Now in its 24th year, the event aims to bridge the digital divide, by exposing students of color to careers in technology. It encourages them to find mentors, pursue internships and opportunities, and become innovators and entrepreneurs. Students at Friday’s event toured Microsoft’s Visitor Center and learned about networking, resumes and programming courses.

“We want to make sure we expose students to careers in STEM (science, technology, engineering, math), potentially to careers at Microsoft and in general, so they know there’s opportunities for them in technology where they’re underrepresented,” said Tina Eskridge, Microsoft’s worldwide director for Internet of Things device experience marketing.

Eskridge co-chairs the Blacks @ Microsoft (BAM) group, which organized Friday’s event. It was one of several outreach days Microsoft is hosting around the country in coming weeks. The goal is to grow the number of diverse employees, a common challenge throughout the technology industry.

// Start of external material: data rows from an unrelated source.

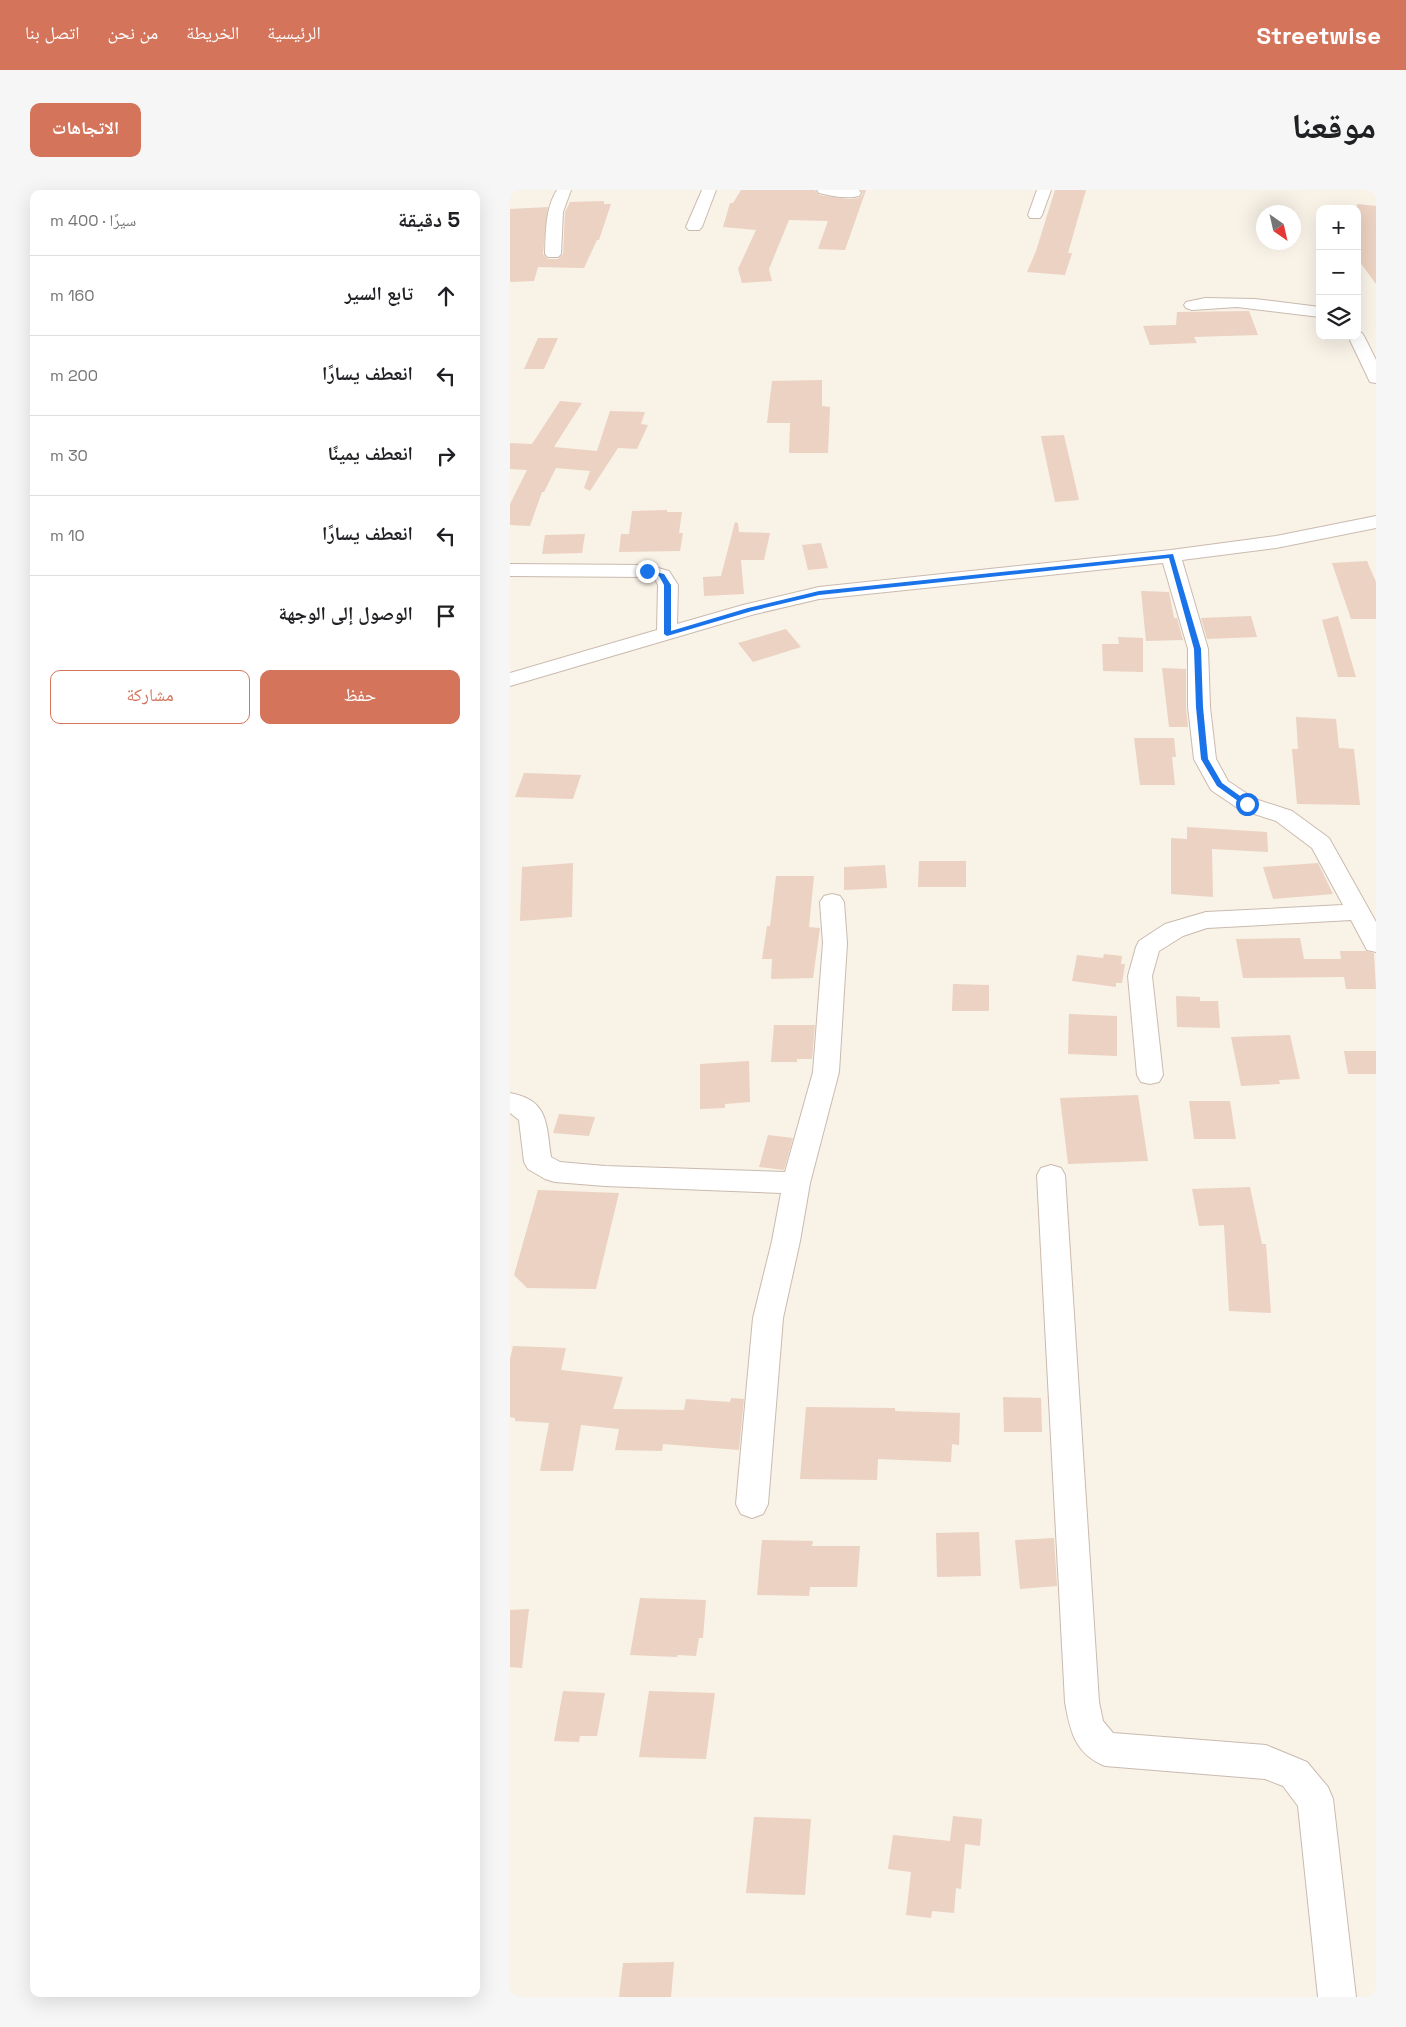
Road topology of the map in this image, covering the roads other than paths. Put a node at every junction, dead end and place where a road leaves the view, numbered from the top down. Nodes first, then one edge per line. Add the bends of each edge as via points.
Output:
1 (564, 190) edge
2 (709, 190) edge
3 (824, 190) edge
4 (1044, 190) edge
5 (854, 193) dead end
6 (1035, 216) dead end
7 (694, 227) dead end
8 (553, 254) dead end
9 (1192, 305) dead end
10 (1316, 312) edge
11 (1358, 340) edge
12 (1376, 378) edge
13 (1375, 524) edge
14 (1171, 556) junction
15 (510, 570) edge
16 (667, 634) junction
17 (510, 680) edge
18 (832, 902) dead end
19 (1359, 912) junction
20 (1376, 944) edge
21 (1150, 1074) dead end
22 (510, 1103) edge
23 (1050, 1175) dead end
24 (796, 1183) junction
25 (752, 1504) dead end
26 (1337, 1997) edge

1 - 8 street via 554,220
2 - 7 street
3 - 5 street
4 - 6 street
9 - 10 street via 1223,302
11 - 12 street
13 - 14 street
14 - 16 street via 819,593 750,609
14 - 19 street via 1198,649 1199,707 1205,759 1219,785 1247,804 1284,816 1321,843
15 - 16 street via 647,571 662,575 668,585
16 - 17 street
18 - 24 street via 835,943 826,1072
19 - 20 street
19 - 21 street via 1206,920 1174,930 1148,948 1140,976
22 - 24 street via 532,1116 538,1162 555,1172
23 - 26 street via 1082,1702 1087,1729 1105,1749 1266,1762 1295,1774 1315,1799
24 - 25 street via 768,1318

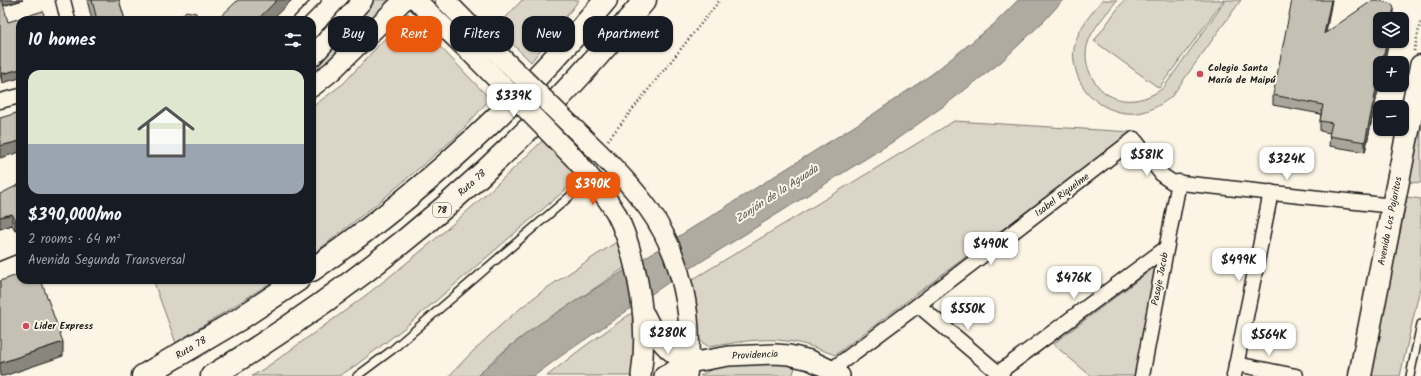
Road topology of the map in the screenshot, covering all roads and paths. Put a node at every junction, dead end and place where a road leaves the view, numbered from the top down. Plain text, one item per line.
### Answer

“It’s not just Microsoft; it’s every company, particularly in technology careers. You see a gap, a significant gap, particularly with women,” Eskridge said. “That’s why Kimberly Bryant is so important. We need people who are encouraging young girls to go into these fields, even if they don’t see themselves in it.”

For Linda Danh, a 22-year-old student at Bellevue College, the event was a chance to learn more. Danh, who is of Cambodian and Chinese heritage, said she hadn’t had much access to technology or mentors in high school.

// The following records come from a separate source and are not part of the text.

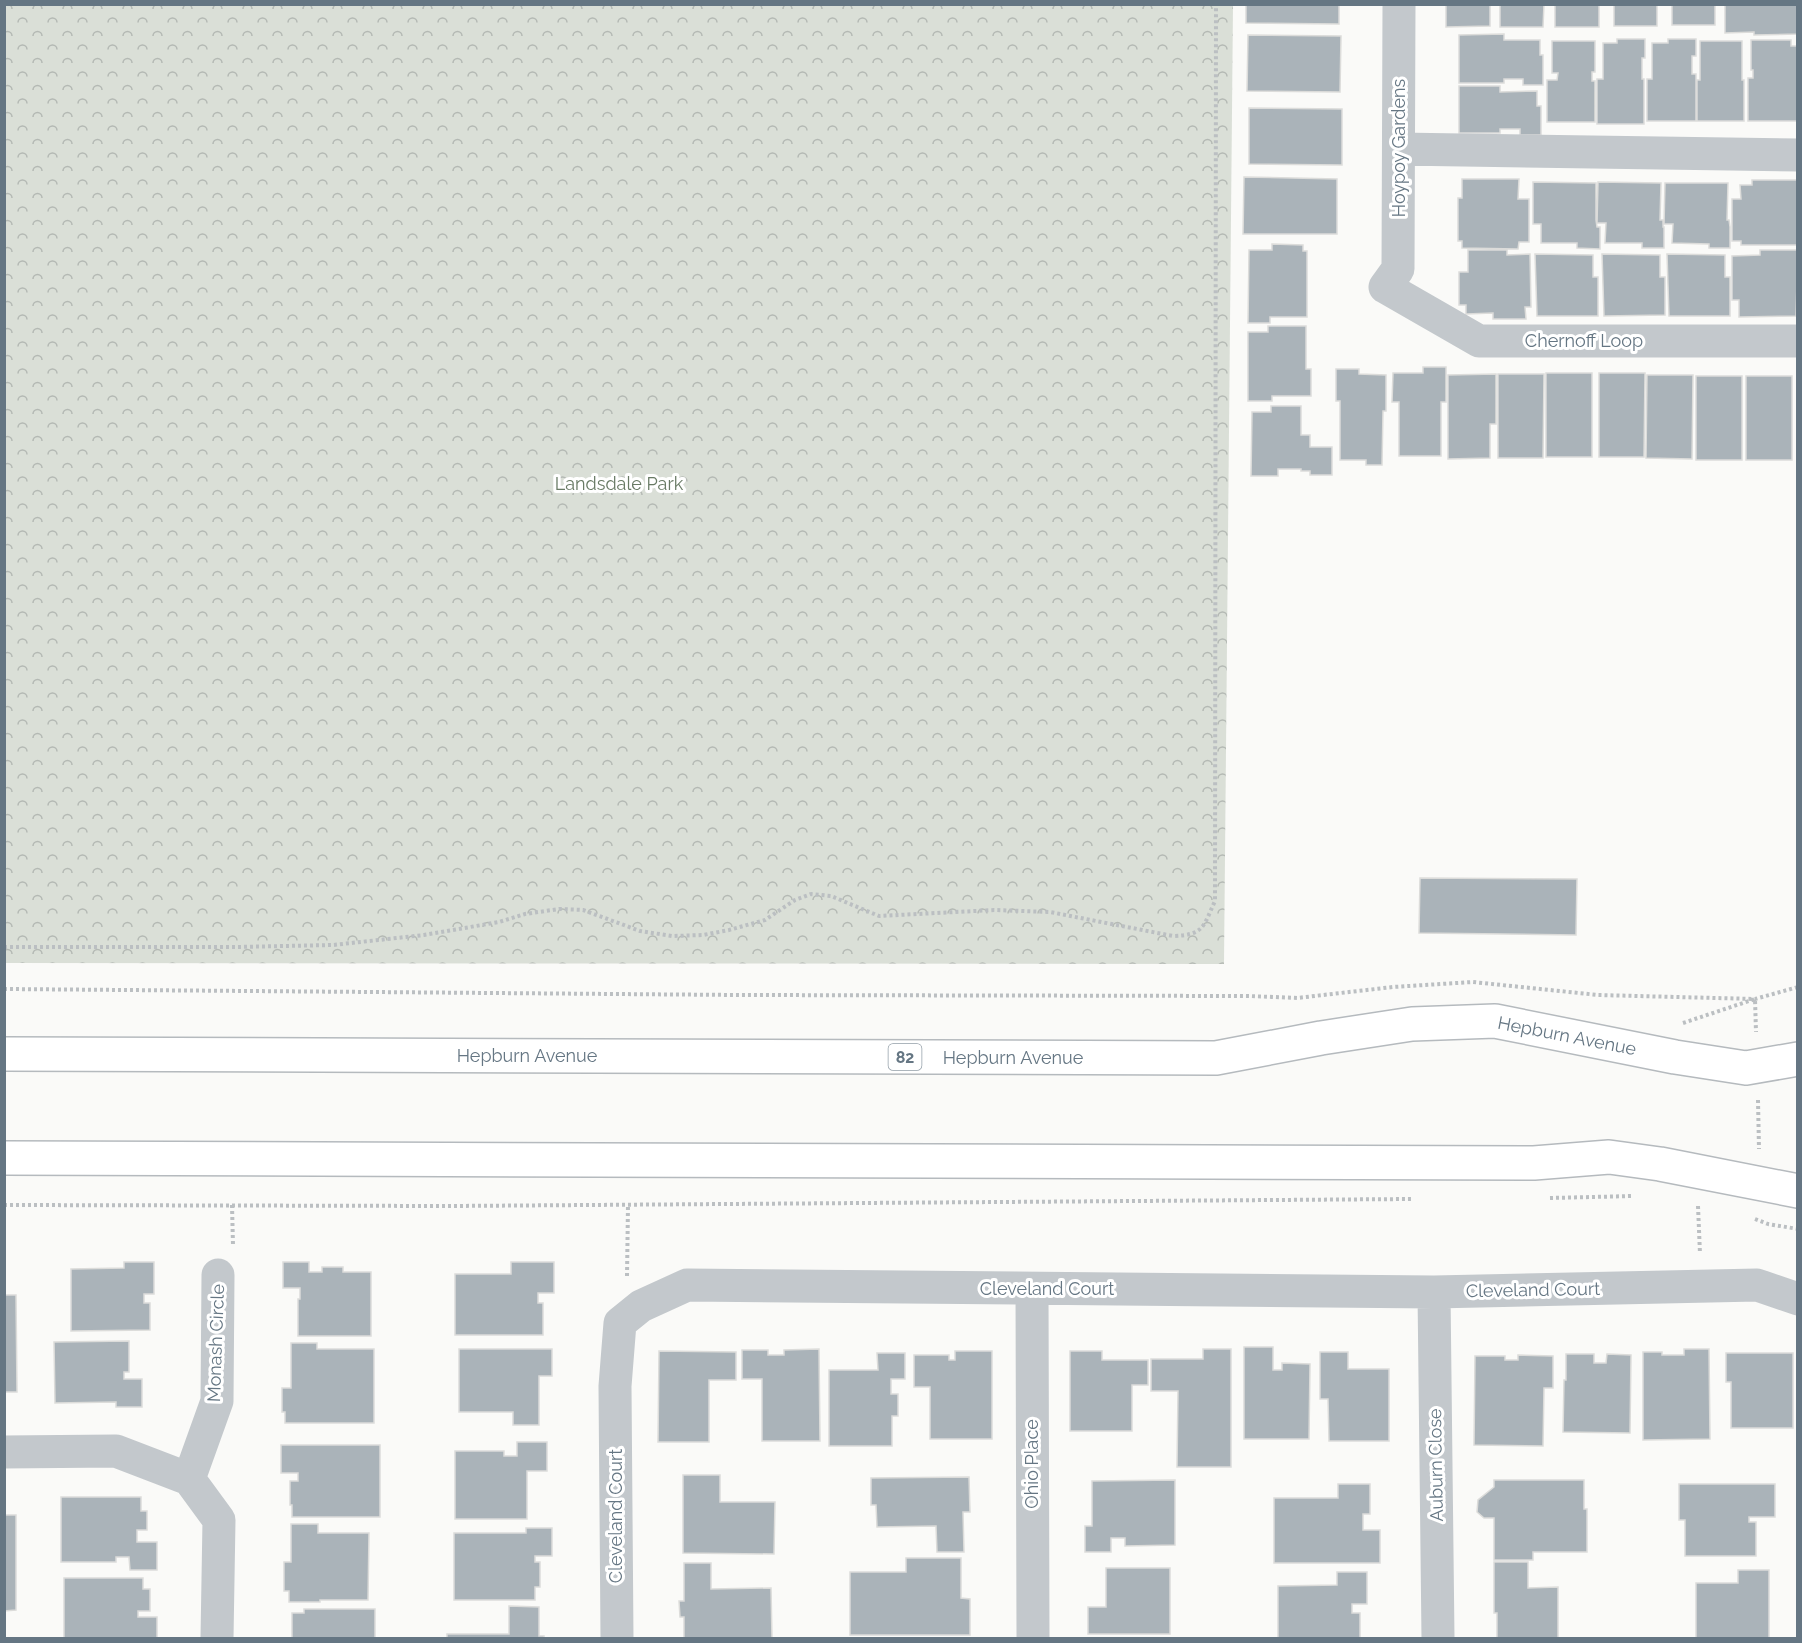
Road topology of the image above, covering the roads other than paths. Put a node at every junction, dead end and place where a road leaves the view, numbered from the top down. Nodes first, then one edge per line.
1 (1399, 4) edge
2 (1399, 149) junction
3 (1797, 155) edge
4 (1385, 287) joint
5 (1797, 341) edge
6 (4, 1054) edge
7 (1797, 1059) edge
8 (4, 1158) edge
9 (1797, 1191) edge
10 (218, 1275) dead end
11 (1032, 1289) junction
12 (1434, 1292) junction
13 (1797, 1299) edge
14 (4, 1452) edge
15 (189, 1479) junction
16 (217, 1638) edge
17 (617, 1638) edge
18 (1033, 1638) edge
19 (1438, 1638) edge

1 - 2 street, Hoypoy Gardens
2 - 3 street
2 - 4 street, Hoypoy Gardens
4 - 5 street, Chernoff Loop
6 - 7 main road, Hepburn Avenue / 82
8 - 9 main road
10 - 15 street, Monash Circle
11 - 12 street, Cleveland Court
11 - 17 street, Cleveland Court
11 - 18 street, Ohio Place
12 - 13 street, Cleveland Court
12 - 19 street, Auburn Close
14 - 15 street
15 - 16 street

After graduation, she had a vague idea of working in communications or dance. It wasn’t until she enrolled in Year Up, a job training program for urban youths, that she discovered her love of technology.

“I didn’t know I wanted to do technology. I never really had the support,” said Danh, who recently started an internship at Microsoft. “At Year Up, we have a very high level of support, and because of that, I really found a passion for technology.” She wants to pursue a career in data analysis and business intelligence.

For high school student Jason Palmer, 18, tinkering with hardware and computers is fun, but he wishes he had more opportunities to learn about tech jobs.

“People get aspirational about their dreams and goals, and what makes them a success,” said Palmer, whose family emigrated from Jamaica 10 years ago. “I don’t think a lot of African Americans and people of color think success comes from technology.”

Many groups are working to change that. The Microsoft Apprentice Program offers a rigorous internship to teens. The Year Up organization trains low-income youths around the country in IT and other in-demand fields.

Bryant’s group, Black Girls Code, envisions training a million girls to code by the year 2040. The group organizes hackathons and workshops for girls ages 7 to 17 in several cities.

But Bryant isn’t just an advocate for girls. On Friday, she encouraged all youths of color to explore science and tech jobs as a means to do great things.

“I want you to be able to be a creator in the technology industry,” she told students. “Learn how to become a business owner, an entrepreneur. These are the people who are going to change the world.”

“This is the next industrial revolution of the next generation. There’s not field that I can think of that does not use technology.”